*WORK REQUEST:* Give the data below again exactly as it stands. Omit the pictures.

*MATERIAL FOR THE TASK:*
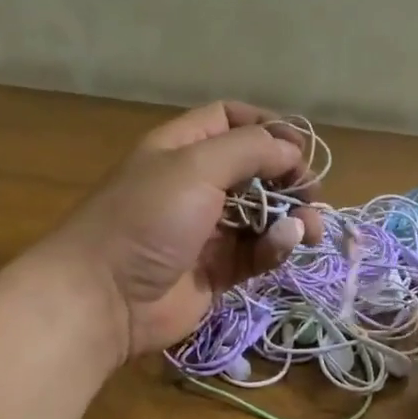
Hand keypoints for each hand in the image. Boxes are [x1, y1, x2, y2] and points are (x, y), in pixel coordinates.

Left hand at [39, 101, 323, 359]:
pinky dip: (275, 247)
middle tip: (312, 194)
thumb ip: (249, 149)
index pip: (231, 120)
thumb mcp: (195, 167)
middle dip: (289, 178)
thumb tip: (291, 152)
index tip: (298, 148)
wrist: (105, 298)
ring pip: (263, 214)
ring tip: (310, 229)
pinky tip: (283, 247)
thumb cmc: (147, 219)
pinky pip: (257, 252)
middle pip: (255, 169)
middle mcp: (195, 184)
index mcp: (182, 149)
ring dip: (292, 217)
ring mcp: (207, 230)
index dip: (267, 128)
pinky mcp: (218, 271)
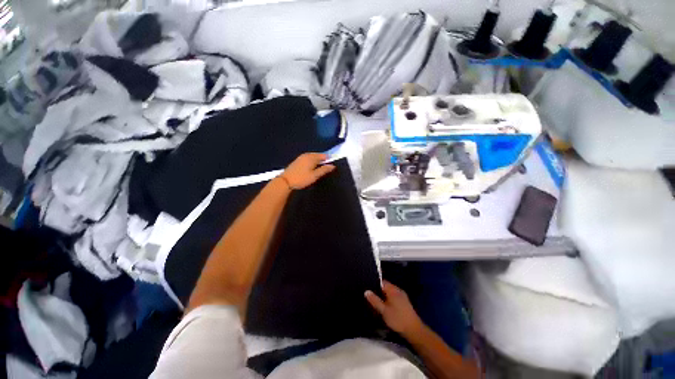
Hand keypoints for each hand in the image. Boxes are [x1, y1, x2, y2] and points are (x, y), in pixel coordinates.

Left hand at [280, 153, 335, 189]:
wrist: (285, 181)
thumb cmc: (302, 178)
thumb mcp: (314, 176)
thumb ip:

*SOLUTION TO THIS PROBLEM:*
Hand keypoints for each hand in the image. Boxes are [x1, y1, x2, y2] and points are (x, y), in pixel coordinates.

Left hand at [39, 101, 323, 359]:
pinky dip: (275, 247)
middle tip: (312, 194)
thumb ip: (249, 149)
index pip: (231, 120)
thumb mcp: (195, 167)
middle dip: (289, 178)
thumb tip: (291, 152)
index tip: (298, 148)
wrist: (105, 298)
ring pip: (263, 214)
ring tip: (310, 229)
pinky tip: (283, 247)
thumb cmc: (147, 219)
pinky pip: (257, 252)
middle pip: (255, 169)
middle mcp: (195, 184)
index mcp: (182, 149)
ring dip: (292, 217)
ring mcp: (207, 230)
index dip: (267, 128)
pinky mcp: (218, 271)
Hand keypoints for each hand in the image. Boxes are [x1, y1, x2, y2] and points are (x, y), in pixel coordinates.

Left hand at [280, 153, 335, 189]:
wrist: (285, 181)
thumb cmc: (302, 178)
thumb mcp: (314, 176)
thumb ip:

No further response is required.